What is needed ::
What is needed here is an exact transcription of the entries that follow.
◆ ◆ ◆ ◆ ◆
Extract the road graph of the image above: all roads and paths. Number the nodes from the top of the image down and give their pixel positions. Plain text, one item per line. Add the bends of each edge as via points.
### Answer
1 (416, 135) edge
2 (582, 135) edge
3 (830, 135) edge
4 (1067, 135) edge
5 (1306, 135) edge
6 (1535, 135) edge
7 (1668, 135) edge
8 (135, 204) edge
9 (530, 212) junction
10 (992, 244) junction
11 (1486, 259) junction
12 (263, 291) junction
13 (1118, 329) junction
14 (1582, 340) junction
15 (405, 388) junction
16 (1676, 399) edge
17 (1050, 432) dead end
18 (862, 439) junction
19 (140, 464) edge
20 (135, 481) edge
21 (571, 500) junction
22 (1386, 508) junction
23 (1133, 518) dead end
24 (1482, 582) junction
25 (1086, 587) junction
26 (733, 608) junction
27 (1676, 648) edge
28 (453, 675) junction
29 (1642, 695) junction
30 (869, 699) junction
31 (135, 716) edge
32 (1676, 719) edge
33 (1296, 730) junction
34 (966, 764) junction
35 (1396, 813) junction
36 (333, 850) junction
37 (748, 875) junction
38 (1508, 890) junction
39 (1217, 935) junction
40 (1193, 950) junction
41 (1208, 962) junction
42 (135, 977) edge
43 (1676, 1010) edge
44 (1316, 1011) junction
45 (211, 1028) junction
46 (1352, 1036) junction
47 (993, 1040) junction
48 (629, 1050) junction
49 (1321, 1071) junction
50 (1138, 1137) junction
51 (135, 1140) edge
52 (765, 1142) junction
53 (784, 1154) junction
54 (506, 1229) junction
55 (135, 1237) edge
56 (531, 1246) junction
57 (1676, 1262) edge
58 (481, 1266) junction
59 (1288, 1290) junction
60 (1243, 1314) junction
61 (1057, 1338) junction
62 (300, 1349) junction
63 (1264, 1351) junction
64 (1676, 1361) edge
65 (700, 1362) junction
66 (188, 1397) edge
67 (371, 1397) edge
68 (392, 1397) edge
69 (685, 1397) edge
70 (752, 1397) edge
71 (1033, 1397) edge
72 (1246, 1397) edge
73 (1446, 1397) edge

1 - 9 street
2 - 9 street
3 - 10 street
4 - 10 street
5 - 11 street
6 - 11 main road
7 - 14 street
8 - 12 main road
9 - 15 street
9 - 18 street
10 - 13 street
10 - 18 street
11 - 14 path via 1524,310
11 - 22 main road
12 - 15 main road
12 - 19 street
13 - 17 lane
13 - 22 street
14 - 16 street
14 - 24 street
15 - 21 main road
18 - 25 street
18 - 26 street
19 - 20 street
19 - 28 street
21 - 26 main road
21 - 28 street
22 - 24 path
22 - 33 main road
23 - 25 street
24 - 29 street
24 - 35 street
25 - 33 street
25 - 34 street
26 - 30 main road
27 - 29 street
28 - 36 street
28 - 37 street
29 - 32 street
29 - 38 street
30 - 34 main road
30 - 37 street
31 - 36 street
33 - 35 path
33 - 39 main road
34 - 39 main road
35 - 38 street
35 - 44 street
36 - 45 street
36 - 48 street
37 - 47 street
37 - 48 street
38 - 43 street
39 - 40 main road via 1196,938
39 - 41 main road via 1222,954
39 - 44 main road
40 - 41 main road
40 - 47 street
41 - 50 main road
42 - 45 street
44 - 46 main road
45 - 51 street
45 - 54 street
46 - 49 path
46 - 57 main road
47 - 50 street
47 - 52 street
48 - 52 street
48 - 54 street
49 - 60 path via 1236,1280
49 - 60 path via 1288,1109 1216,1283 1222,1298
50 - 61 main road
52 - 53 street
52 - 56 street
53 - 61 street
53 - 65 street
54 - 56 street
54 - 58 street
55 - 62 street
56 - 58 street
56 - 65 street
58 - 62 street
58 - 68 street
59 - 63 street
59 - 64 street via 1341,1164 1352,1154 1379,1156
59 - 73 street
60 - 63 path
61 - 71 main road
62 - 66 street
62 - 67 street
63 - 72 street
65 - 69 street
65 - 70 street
◆ ◆ ◆ ◆ ◆
Result of this exercise ::
Extract the road graph of the image above: all roads and paths. Number the nodes from the top of the image down and give their pixel positions. Plain text, one item per line. Add the bends of each edge as via points.
### Answer
1 (416, 135) edge
2 (582, 135) edge
3 (830, 135) edge
4 (1067, 135) edge
5 (1306, 135) edge
6 (1535, 135) edge
7 (1668, 135) edge
8 (135, 204) edge
9 (530, 212) junction
10 (992, 244) junction
11 (1486, 259) junction
12 (263, 291) junction
13 (1118, 329) junction
14 (1582, 340) junction
15 (405, 388) junction
16 (1676, 399) edge
17 (1050, 432) dead end
18 (862, 439) junction
19 (140, 464) edge
20 (135, 481) edge
21 (571, 500) junction
22 (1386, 508) junction
23 (1133, 518) dead end
24 (1482, 582) junction
25 (1086, 587) junction
26 (733, 608) junction
27 (1676, 648) edge
28 (453, 675) junction
29 (1642, 695) junction
30 (869, 699) junction
31 (135, 716) edge
32 (1676, 719) edge
33 (1296, 730) junction
34 (966, 764) junction
35 (1396, 813) junction
36 (333, 850) junction
37 (748, 875) junction
38 (1508, 890) junction
39 (1217, 935) junction
40 (1193, 950) junction
41 (1208, 962) junction
42 (135, 977) edge
43 (1676, 1010) edge
44 (1316, 1011) junction
45 (211, 1028) junction
46 (1352, 1036) junction
47 (993, 1040) junction
48 (629, 1050) junction
49 (1321, 1071) junction
50 (1138, 1137) junction
51 (135, 1140) edge
52 (765, 1142) junction
53 (784, 1154) junction
54 (506, 1229) junction
55 (135, 1237) edge
56 (531, 1246) junction
57 (1676, 1262) edge
58 (481, 1266) junction
59 (1288, 1290) junction
60 (1243, 1314) junction
61 (1057, 1338) junction
62 (300, 1349) junction
63 (1264, 1351) junction
64 (1676, 1361) edge
65 (700, 1362) junction
66 (188, 1397) edge
67 (371, 1397) edge
68 (392, 1397) edge
69 (685, 1397) edge
70 (752, 1397) edge
71 (1033, 1397) edge
72 (1246, 1397) edge
73 (1446, 1397) edge

1 - 9 street
2 - 9 street
3 - 10 street
4 - 10 street
5 - 11 street
6 - 11 main road
7 - 14 street
8 - 12 main road
9 - 15 street
9 - 18 street
10 - 13 street
10 - 18 street
11 - 14 path via 1524,310
11 - 22 main road
12 - 15 main road
12 - 19 street
13 - 17 lane
13 - 22 street
14 - 16 street
14 - 24 street
15 - 21 main road
18 - 25 street
18 - 26 street
19 - 20 street
19 - 28 street
21 - 26 main road
21 - 28 street
22 - 24 path
22 - 33 main road
23 - 25 street
24 - 29 street
24 - 35 street
25 - 33 street
25 - 34 street
26 - 30 main road
27 - 29 street
28 - 36 street
28 - 37 street
29 - 32 street
29 - 38 street
30 - 34 main road
30 - 37 street
31 - 36 street
33 - 35 path
33 - 39 main road
34 - 39 main road
35 - 38 street
35 - 44 street
36 - 45 street
36 - 48 street
37 - 47 street
37 - 48 street
38 - 43 street
39 - 40 main road via 1196,938
39 - 41 main road via 1222,954
39 - 44 main road
40 - 41 main road
40 - 47 street
41 - 50 main road
42 - 45 street
44 - 46 main road
45 - 51 street
45 - 54 street
46 - 49 path
46 - 57 main road
47 - 50 street
47 - 52 street
48 - 52 street
48 - 54 street
49 - 60 path via 1236,1280
49 - 60 path via 1288,1109 1216,1283 1222,1298
50 - 61 main road
52 - 53 street
52 - 56 street
53 - 61 street
53 - 65 street
54 - 56 street
54 - 58 street
55 - 62 street
56 - 58 street
56 - 65 street
58 - 62 street
58 - 68 street
59 - 63 street
59 - 64 street via 1341,1164 1352,1154 1379,1156
59 - 73 street
60 - 63 path
61 - 71 main road
62 - 66 street
62 - 67 street
63 - 72 street
65 - 69 street
65 - 70 street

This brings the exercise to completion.